Bipolar hemiarthroplasty does not change the morphology of the acetabular side, especially when patients have shallower acetabular measurements such as a smaller CE angle and a smaller acetabular depth, which predisposes them to dislocation. Patients with a shallower acetabulum may be prone to dislocation after bipolar hemiarthroplasty. Compared with bipolar hemiarthroplasty, THA has the advantage of adjusting the acetabular side. Cobb et al. found that when an elevated liner of the acetabulum was used in THA, the stability of the hip after THA was improved and a lower dislocation risk was found [23]_. Nakashima Y et al. reported that cement-free stem anteversion varied widely and a combined anteversion technique is useful to reduce the incidence of dislocation in cement-free THA [24]. THA has the advantages of correcting the shallowness of the acetabulum directly by setting an acetabular cup and adjusting the combined anteversion by controlling both femoral and acetabular anteversion while bipolar hemiarthroplasty can only adjust the anteversion of the femoral side.

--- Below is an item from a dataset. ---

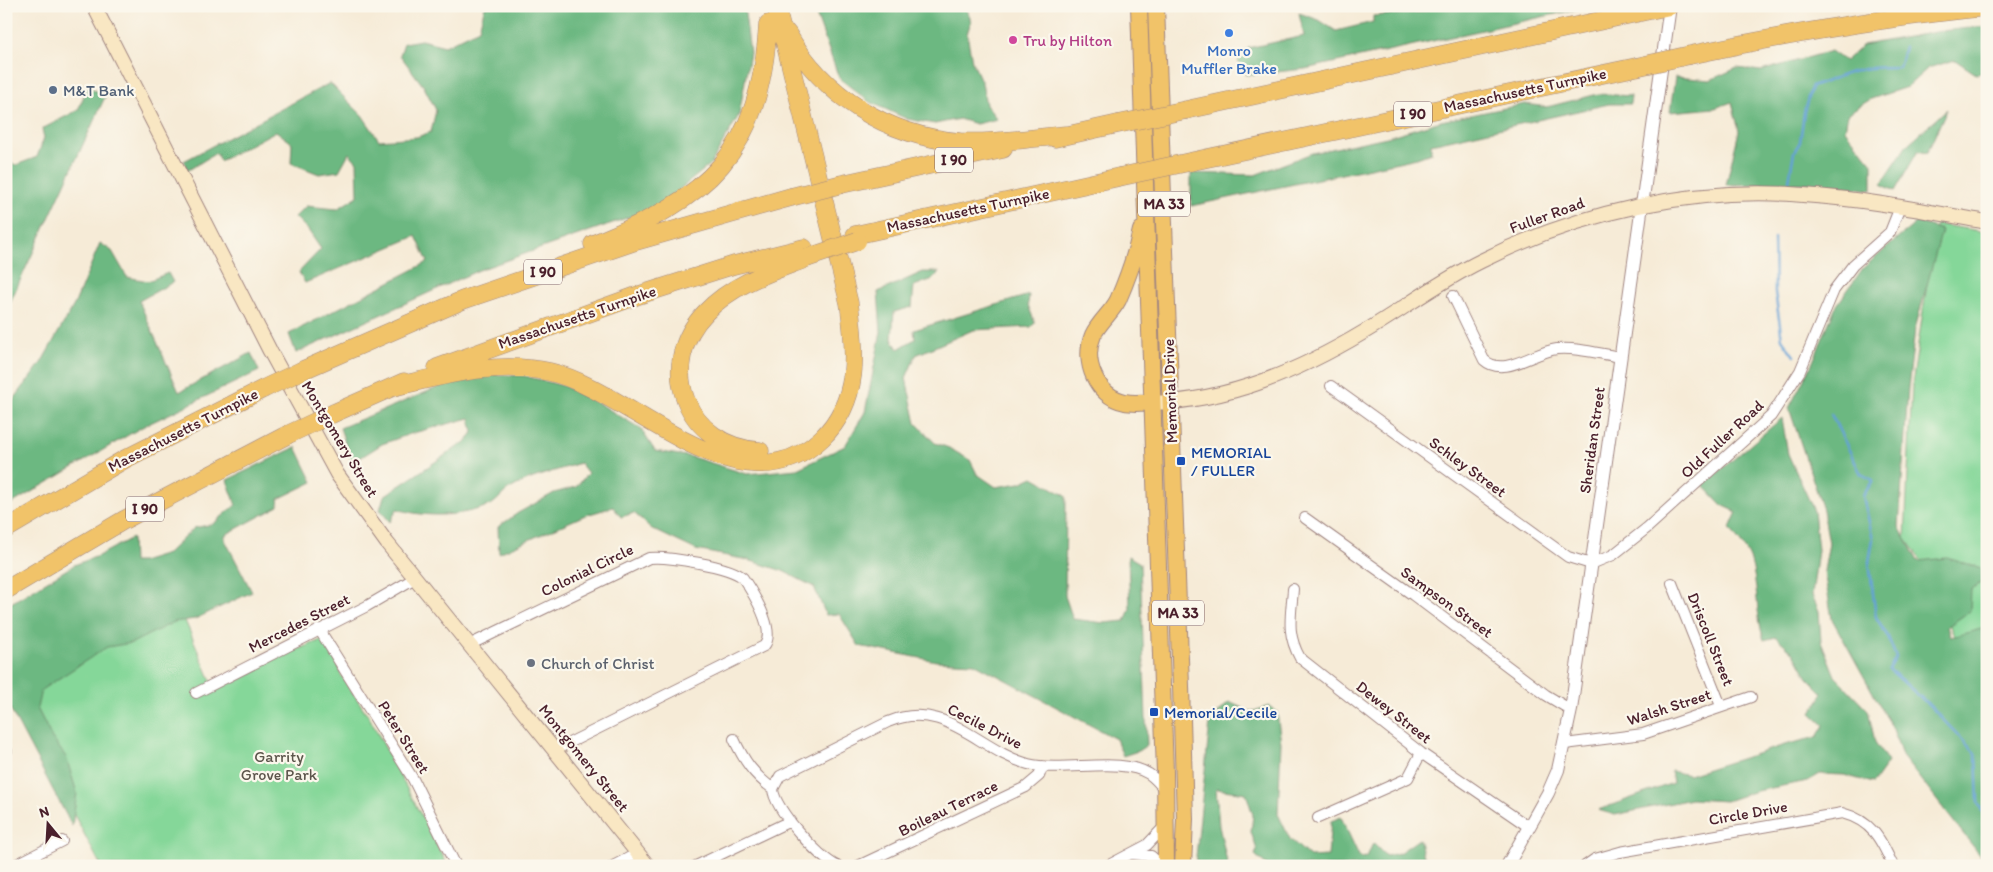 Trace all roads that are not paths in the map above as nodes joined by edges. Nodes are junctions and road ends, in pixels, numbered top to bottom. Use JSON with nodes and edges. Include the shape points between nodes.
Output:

For recurrent dislocation after bipolar hemiarthroplasty, conversion to THA is usually used. Sierra et al. suggested that for dislocation patients with additional contributing factors such as a shallow acetabulum socket, open reduction is needed, with or without component revision including conversion to THA [20]. In a study performed by Encoson et al., 1 of 720 patients had recurrent dislocation after bipolar hemiarthroplasty because of a shallow acetabular socket and was finally treated by converting to THA [9]. In the current study, two patients suffered from recurrent dislocation. They had indications of a comparatively shallow acetabulum (CE angle of 30.3° and 31°, acetabular depth of 15.31 mm and 13.03 mm). Both of the patients were treated with a surgical conversion to THA and did not suffer from subsequent dislocations. THA has the advantage of providing better acetabulum coverage to correct acetabular shallowness.

There are some limitations to the current study. The sample size was relatively small and the incidence of dislocation was 3.4%. A nested case-control is often used when the outcome is rare or when the interest of exposure difficult to obtain. In the current study, we performed a 1:5 ratio nested case-to control study. For each dislocation patient, we matched five control patients in terms of age, sex, and time of surgery to eliminate several confounding factors and increase the reliability of the study.

In conclusion, the current study suggests that a smaller CE angle is a risk factor for dislocation after bipolar hemiarthroplasty. There was a trend for people with a smaller acetabular depth or depth-to-width ratio to suffer from postoperative dislocation. A bipolar hemiarthroplasty should be carefully considered when the acetabulum tends to be shallow and a total hip replacement should be performed if necessary.